Civil Engineering (BS)
Program Description
Civil engineers play a vital role in the design, construction, and operation of the built environment around the world, ranging from individual structures (bridges and skyscrapers) to complex infrastructure systems (transportation and water supply networks). Without civil engineers, there would be no cities, commerce, or air travel, and no means to protect our public health and environment.
What makes our BS program in Civil Engineering unique is the combination of a rigorous, broad-based, traditional curriculum with state-of-the-art computational coursework in big data, artificial intelligence (AI), and smart cities. In addition, our location in New York City connects our students and alumni to leading engineering design and consulting firms, construction companies, some of the largest public agencies in the country, and an emerging technology sector.

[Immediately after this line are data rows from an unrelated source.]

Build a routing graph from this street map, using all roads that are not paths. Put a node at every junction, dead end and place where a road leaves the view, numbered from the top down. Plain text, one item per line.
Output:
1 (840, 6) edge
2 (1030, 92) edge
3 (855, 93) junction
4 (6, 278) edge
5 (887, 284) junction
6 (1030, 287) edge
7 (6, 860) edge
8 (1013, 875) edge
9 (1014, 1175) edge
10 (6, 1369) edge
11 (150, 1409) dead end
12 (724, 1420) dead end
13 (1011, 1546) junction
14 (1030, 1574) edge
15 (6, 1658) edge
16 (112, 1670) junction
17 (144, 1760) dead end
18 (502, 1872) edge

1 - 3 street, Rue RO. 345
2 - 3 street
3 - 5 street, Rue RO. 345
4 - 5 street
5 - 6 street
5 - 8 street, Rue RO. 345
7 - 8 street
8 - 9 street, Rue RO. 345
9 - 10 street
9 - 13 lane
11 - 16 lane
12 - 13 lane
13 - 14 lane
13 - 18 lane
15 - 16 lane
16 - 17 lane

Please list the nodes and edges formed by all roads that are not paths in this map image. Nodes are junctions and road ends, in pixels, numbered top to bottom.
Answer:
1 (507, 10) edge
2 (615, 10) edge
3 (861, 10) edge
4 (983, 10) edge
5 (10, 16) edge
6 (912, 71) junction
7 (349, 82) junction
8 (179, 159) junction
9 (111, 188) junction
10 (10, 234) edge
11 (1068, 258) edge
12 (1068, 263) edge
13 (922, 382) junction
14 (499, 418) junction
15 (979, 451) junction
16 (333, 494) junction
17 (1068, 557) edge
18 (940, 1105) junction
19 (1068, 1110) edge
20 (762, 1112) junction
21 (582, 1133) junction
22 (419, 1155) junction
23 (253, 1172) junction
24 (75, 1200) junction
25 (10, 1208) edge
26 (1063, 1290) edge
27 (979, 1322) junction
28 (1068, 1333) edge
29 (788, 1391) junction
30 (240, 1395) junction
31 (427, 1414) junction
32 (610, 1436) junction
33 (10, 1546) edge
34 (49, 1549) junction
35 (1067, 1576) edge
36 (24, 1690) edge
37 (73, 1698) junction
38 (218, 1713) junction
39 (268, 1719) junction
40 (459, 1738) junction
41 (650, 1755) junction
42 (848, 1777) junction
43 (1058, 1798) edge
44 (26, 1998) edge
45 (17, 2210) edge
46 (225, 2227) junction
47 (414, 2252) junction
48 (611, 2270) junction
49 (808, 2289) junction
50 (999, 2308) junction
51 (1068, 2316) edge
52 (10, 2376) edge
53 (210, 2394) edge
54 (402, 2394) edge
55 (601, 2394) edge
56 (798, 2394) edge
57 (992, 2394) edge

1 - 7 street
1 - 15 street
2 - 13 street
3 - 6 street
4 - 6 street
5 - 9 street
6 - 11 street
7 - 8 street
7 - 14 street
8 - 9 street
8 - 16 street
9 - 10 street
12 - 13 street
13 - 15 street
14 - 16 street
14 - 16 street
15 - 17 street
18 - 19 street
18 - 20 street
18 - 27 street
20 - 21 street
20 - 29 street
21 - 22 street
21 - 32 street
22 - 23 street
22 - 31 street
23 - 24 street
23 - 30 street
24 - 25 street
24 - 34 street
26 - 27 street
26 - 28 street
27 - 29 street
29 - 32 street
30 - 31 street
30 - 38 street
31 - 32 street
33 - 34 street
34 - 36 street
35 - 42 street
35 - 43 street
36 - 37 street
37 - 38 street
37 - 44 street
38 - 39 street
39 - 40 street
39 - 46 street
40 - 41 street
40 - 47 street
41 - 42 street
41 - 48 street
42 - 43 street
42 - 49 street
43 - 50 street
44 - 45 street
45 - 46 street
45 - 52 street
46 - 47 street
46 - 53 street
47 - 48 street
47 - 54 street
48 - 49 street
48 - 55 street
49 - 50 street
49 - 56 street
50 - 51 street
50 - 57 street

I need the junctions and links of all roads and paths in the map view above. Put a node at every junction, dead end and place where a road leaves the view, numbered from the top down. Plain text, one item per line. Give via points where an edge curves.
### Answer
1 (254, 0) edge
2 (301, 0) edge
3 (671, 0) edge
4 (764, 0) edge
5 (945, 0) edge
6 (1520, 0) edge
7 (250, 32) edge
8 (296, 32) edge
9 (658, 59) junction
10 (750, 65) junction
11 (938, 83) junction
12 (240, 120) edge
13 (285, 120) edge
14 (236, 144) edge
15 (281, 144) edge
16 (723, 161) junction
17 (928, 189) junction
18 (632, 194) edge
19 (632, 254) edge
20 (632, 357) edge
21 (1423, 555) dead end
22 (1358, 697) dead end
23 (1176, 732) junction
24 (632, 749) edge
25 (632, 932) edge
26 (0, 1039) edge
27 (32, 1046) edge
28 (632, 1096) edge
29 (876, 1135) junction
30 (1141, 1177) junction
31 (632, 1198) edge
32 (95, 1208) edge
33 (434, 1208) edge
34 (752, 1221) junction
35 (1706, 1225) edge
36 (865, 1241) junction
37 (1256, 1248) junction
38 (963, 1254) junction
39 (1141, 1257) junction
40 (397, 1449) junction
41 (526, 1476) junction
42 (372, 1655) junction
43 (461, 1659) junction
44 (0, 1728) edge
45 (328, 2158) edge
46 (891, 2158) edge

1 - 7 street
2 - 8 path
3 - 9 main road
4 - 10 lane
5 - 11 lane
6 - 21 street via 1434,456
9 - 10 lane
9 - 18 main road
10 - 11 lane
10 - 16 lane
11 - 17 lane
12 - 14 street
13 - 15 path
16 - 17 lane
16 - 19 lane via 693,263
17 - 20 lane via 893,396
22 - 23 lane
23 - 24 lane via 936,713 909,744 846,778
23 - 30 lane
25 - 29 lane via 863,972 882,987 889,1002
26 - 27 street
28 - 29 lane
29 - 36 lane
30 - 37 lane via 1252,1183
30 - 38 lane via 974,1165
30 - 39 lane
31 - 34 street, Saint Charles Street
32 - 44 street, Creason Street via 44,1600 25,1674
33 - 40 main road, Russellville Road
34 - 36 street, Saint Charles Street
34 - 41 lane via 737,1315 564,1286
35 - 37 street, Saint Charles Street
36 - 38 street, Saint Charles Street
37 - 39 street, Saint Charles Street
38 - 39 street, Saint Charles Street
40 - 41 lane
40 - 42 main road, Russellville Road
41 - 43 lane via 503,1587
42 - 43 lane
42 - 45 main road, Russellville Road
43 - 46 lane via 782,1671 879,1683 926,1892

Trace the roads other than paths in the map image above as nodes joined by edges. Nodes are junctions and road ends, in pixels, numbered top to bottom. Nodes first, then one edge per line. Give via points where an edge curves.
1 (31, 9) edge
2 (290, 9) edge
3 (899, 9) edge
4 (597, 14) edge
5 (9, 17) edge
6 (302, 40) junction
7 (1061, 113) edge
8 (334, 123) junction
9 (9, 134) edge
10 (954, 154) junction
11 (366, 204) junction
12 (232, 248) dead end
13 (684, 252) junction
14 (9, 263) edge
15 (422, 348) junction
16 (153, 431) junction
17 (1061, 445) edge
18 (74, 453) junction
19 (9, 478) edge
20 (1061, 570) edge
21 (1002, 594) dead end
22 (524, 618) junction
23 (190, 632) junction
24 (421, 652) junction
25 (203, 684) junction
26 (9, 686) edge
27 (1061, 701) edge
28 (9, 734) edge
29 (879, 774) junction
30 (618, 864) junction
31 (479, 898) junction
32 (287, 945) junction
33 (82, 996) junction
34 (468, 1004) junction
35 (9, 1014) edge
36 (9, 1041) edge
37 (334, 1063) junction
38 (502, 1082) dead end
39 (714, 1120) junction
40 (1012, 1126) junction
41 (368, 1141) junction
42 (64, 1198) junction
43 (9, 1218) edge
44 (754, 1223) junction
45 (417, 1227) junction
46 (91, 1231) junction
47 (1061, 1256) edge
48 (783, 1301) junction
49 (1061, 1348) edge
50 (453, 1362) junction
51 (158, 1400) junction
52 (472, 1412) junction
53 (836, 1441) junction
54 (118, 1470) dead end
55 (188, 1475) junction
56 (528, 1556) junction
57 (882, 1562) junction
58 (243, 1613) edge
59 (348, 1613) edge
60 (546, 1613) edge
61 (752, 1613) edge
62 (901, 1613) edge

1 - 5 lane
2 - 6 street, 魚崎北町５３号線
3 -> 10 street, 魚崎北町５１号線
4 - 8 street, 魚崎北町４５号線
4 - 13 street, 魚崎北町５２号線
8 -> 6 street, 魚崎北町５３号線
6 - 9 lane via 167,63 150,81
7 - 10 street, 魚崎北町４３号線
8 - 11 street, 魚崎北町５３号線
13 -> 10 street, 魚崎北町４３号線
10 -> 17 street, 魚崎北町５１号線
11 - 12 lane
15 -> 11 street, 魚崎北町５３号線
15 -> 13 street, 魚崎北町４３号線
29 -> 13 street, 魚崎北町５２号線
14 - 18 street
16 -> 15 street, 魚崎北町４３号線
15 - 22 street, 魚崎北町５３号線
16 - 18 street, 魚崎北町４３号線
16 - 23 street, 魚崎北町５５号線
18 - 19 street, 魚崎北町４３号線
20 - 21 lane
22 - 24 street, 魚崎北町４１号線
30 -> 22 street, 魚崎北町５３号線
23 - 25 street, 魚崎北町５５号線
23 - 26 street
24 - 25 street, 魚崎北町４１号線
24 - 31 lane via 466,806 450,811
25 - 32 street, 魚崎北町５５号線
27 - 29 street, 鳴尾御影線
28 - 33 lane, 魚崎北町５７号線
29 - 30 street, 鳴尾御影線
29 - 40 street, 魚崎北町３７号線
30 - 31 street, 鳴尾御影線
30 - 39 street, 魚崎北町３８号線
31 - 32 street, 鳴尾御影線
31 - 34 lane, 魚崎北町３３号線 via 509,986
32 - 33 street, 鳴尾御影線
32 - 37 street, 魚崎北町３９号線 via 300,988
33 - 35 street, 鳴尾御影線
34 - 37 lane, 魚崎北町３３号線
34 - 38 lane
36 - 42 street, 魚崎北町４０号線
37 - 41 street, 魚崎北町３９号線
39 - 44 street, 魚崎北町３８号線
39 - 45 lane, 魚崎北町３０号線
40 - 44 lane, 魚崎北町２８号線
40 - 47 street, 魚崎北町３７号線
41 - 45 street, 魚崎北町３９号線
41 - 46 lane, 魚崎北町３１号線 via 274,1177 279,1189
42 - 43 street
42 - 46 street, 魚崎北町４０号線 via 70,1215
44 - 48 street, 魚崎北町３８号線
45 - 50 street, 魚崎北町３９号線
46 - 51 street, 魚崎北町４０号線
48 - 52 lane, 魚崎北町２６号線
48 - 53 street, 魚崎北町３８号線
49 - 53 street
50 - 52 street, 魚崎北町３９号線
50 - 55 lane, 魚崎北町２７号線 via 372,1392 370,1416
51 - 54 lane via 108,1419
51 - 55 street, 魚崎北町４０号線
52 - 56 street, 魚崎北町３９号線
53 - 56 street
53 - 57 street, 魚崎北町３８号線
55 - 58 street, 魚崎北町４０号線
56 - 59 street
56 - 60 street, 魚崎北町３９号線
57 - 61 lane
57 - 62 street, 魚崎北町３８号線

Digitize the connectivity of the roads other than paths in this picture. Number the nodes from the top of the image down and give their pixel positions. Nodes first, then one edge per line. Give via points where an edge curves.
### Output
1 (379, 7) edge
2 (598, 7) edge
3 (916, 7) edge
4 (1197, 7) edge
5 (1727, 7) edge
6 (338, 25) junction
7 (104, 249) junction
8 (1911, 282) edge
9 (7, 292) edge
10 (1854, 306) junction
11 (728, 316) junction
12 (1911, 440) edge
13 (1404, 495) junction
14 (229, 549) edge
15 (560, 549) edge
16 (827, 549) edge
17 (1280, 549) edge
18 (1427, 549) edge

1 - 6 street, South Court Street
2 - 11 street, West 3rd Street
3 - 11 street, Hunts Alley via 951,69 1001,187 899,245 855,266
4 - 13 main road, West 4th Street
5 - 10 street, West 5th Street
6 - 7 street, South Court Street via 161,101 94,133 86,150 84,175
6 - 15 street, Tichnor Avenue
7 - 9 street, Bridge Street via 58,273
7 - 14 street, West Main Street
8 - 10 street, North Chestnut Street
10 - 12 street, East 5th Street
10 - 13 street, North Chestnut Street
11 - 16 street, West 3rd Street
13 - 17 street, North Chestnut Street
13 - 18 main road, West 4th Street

Our undergraduate program is accredited by the Accreditation Board for Engineering and Technology (ABET) and produces well-rounded graduates who communicate effectively, understand the context of civil engineering projects in a complex world, and are ready to contribute to society right away and advance to positions of responsibility and leadership throughout their professional careers.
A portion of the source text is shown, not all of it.